* _MATERIALS PROVIDED_:

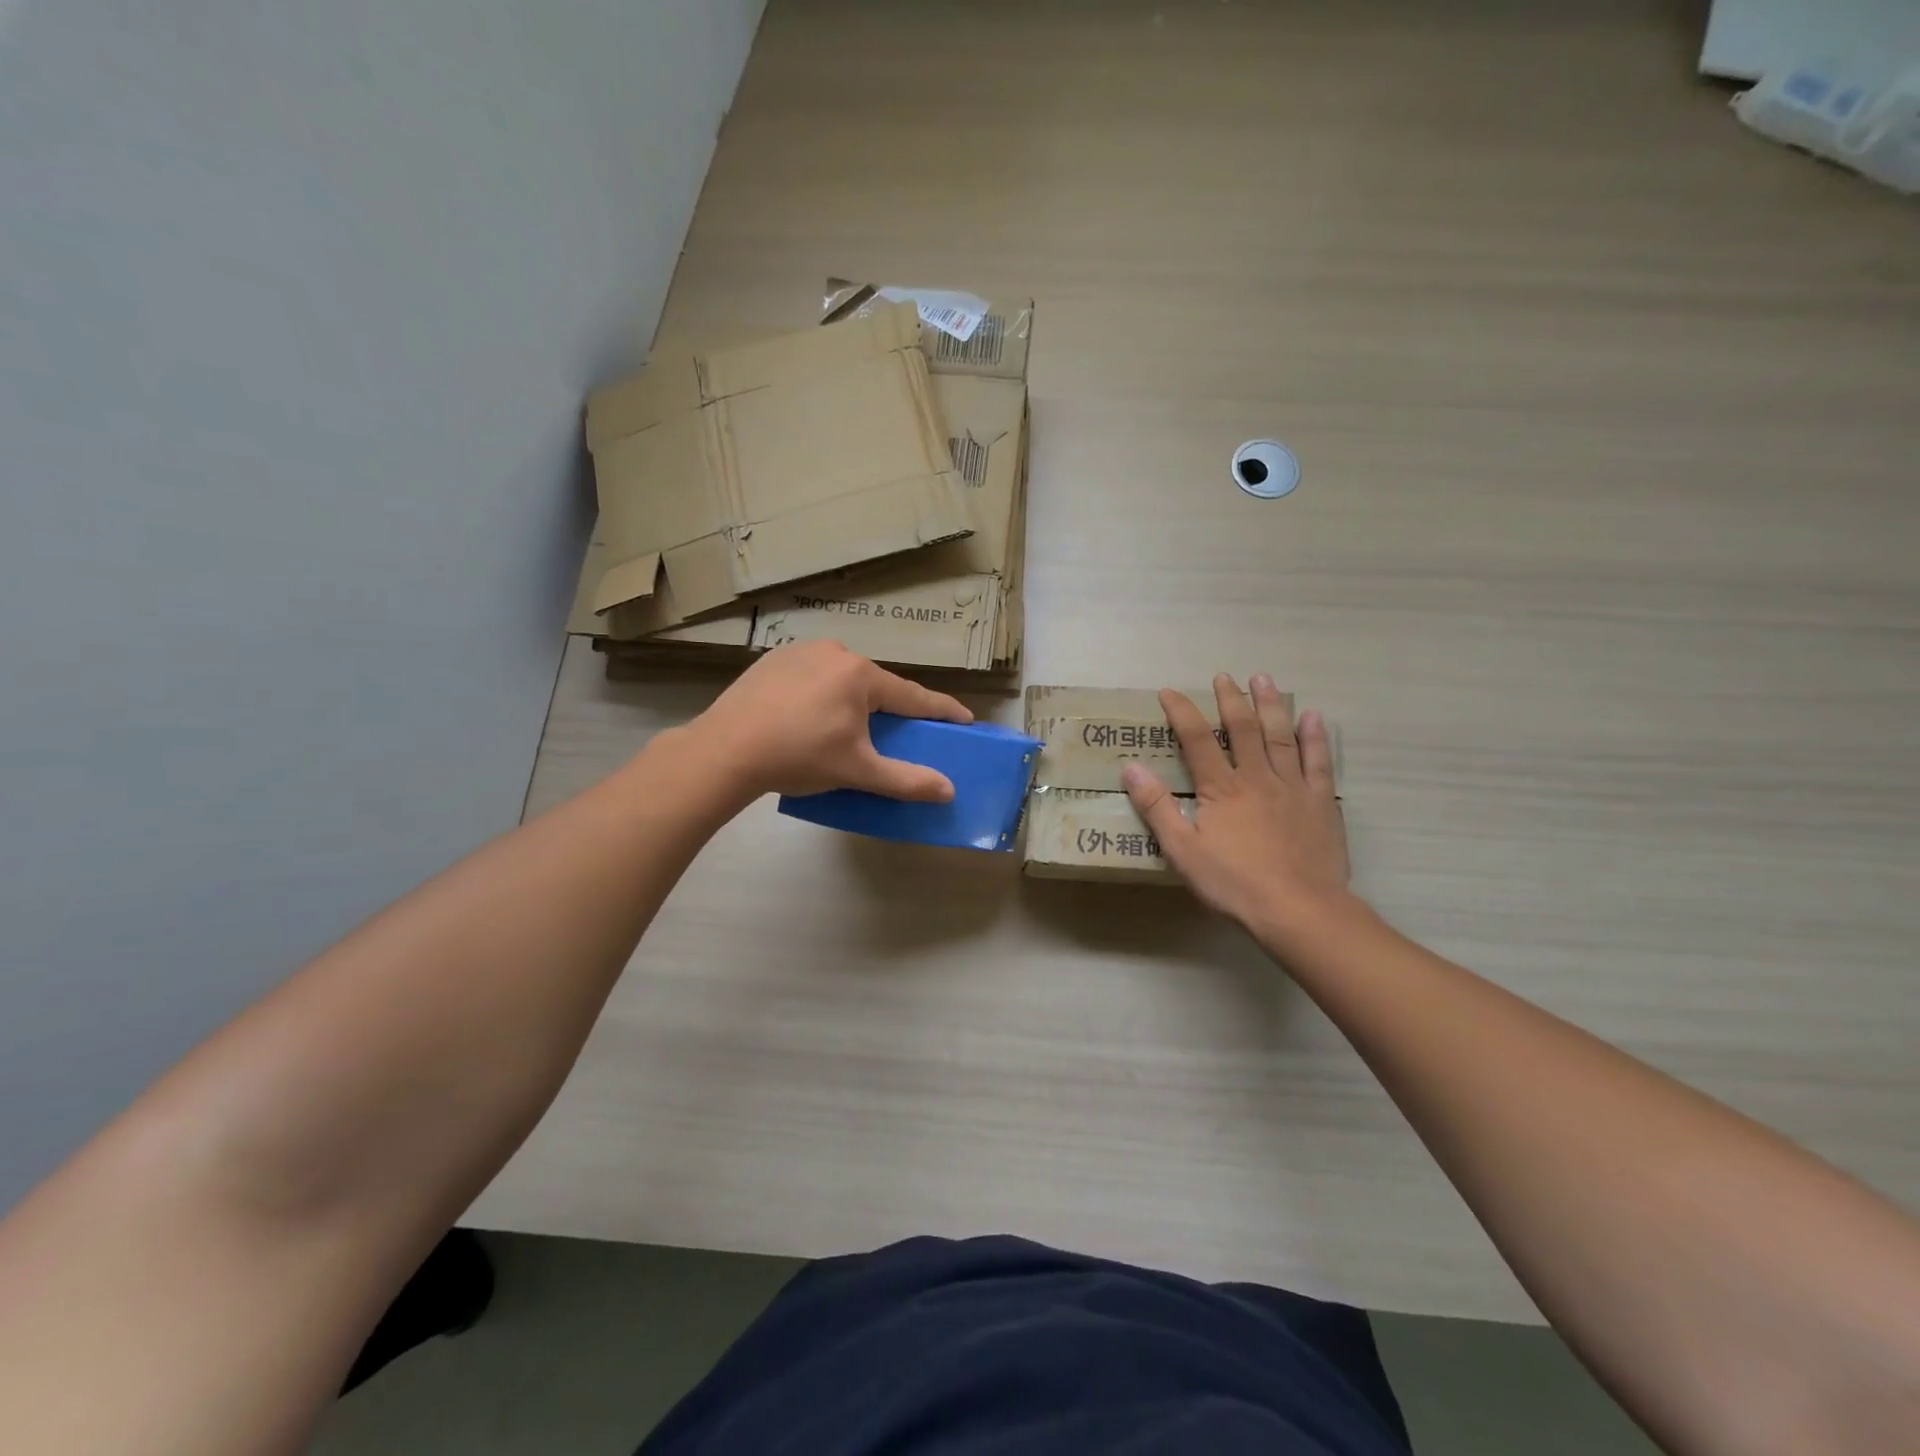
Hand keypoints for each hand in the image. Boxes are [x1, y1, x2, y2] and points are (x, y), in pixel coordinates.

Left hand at [692, 640, 972, 801]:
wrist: (724, 750)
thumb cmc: (798, 757)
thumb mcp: (857, 771)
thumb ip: (905, 780)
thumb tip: (948, 790)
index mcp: (860, 676)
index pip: (913, 696)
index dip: (941, 710)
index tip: (964, 719)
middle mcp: (835, 653)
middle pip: (876, 685)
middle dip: (889, 708)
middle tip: (893, 734)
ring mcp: (800, 651)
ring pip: (842, 678)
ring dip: (853, 699)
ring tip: (844, 729)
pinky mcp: (772, 660)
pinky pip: (812, 675)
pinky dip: (821, 693)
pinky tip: (808, 716)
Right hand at [1122, 674, 1353, 938]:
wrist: (1300, 910)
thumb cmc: (1235, 883)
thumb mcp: (1182, 851)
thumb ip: (1157, 807)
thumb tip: (1130, 767)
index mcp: (1221, 789)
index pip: (1196, 740)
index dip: (1182, 712)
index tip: (1169, 691)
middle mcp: (1257, 777)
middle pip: (1242, 729)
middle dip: (1231, 700)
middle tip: (1224, 677)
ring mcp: (1293, 787)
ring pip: (1280, 736)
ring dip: (1271, 705)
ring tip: (1264, 680)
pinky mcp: (1320, 803)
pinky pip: (1318, 762)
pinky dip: (1315, 737)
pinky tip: (1313, 717)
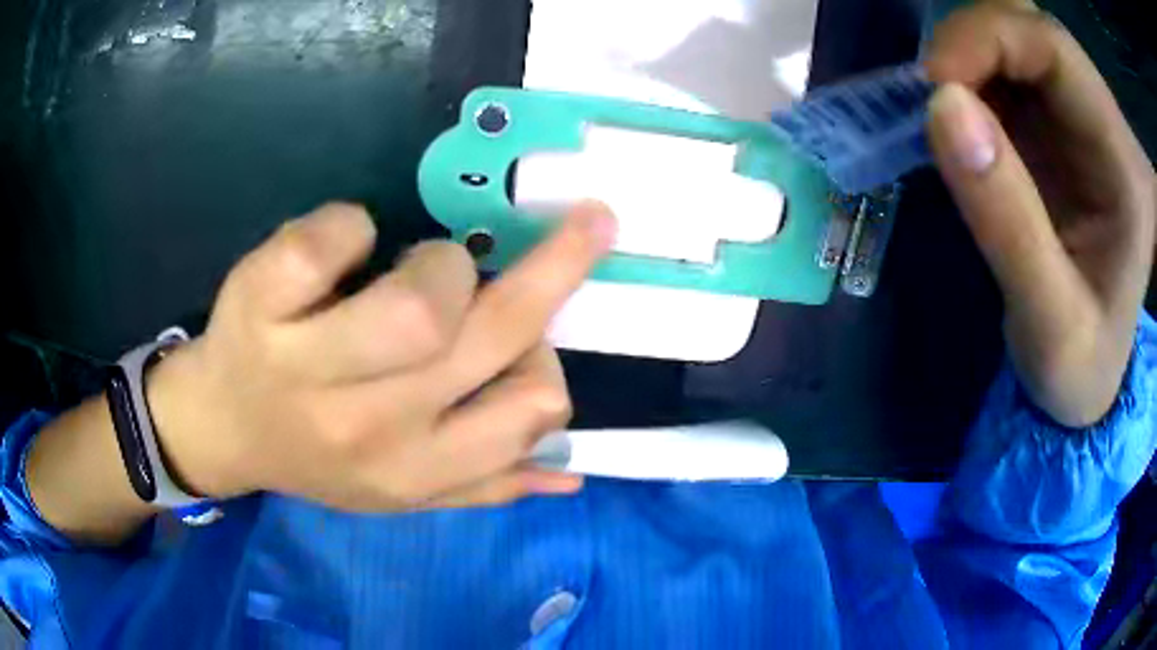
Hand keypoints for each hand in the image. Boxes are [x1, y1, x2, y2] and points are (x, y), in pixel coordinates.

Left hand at [147, 202, 615, 510]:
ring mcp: (303, 364)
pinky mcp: (259, 302)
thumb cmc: (316, 453)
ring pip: (422, 295)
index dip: (547, 359)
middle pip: (490, 334)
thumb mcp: (404, 491)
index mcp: (412, 471)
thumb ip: (485, 483)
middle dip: (556, 265)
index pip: (529, 411)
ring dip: (443, 262)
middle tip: (587, 224)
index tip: (534, 332)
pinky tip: (345, 244)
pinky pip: (332, 238)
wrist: (221, 426)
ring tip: (421, 266)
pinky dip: (352, 224)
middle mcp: (367, 428)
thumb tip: (571, 472)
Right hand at [924, 0, 1155, 426]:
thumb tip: (940, 105)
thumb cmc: (1083, 368)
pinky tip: (959, 128)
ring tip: (944, 121)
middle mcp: (1104, 119)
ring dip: (967, 61)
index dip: (985, 36)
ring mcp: (1079, 117)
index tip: (934, 86)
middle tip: (934, 101)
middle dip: (971, 44)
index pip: (1053, 45)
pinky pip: (1003, 70)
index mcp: (1122, 162)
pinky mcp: (1056, 126)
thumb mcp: (1050, 329)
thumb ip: (1007, 224)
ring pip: (1011, 38)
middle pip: (1027, 24)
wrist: (1097, 378)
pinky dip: (968, 82)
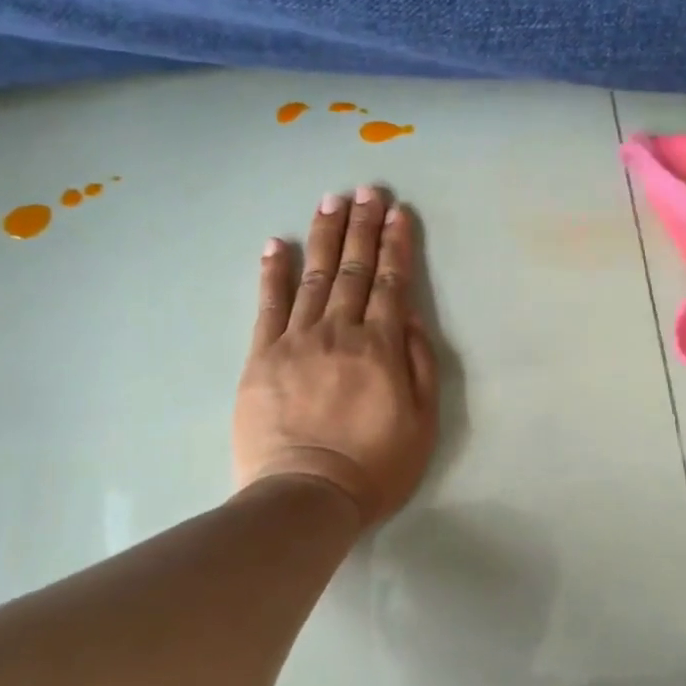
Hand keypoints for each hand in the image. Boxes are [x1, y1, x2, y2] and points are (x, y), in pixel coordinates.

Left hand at [234, 187, 439, 525]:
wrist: (306, 495)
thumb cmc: (375, 466)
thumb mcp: (423, 423)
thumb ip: (420, 364)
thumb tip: (411, 316)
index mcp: (381, 348)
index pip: (392, 283)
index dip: (396, 245)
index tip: (399, 212)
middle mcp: (340, 332)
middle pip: (354, 270)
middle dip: (363, 226)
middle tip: (367, 190)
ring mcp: (297, 341)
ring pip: (315, 276)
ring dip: (325, 236)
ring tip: (331, 201)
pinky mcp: (262, 356)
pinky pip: (269, 305)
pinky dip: (274, 272)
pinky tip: (278, 244)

* _EXERCISE AIM_:
Each line in the listing above that includes "Left" is to be copied.

* _REPLY_:
Left hand at [692, 640, 972, 801]:
Left hand at [147, 202, 615, 510]:
Left hand at [234, 187, 439, 525]:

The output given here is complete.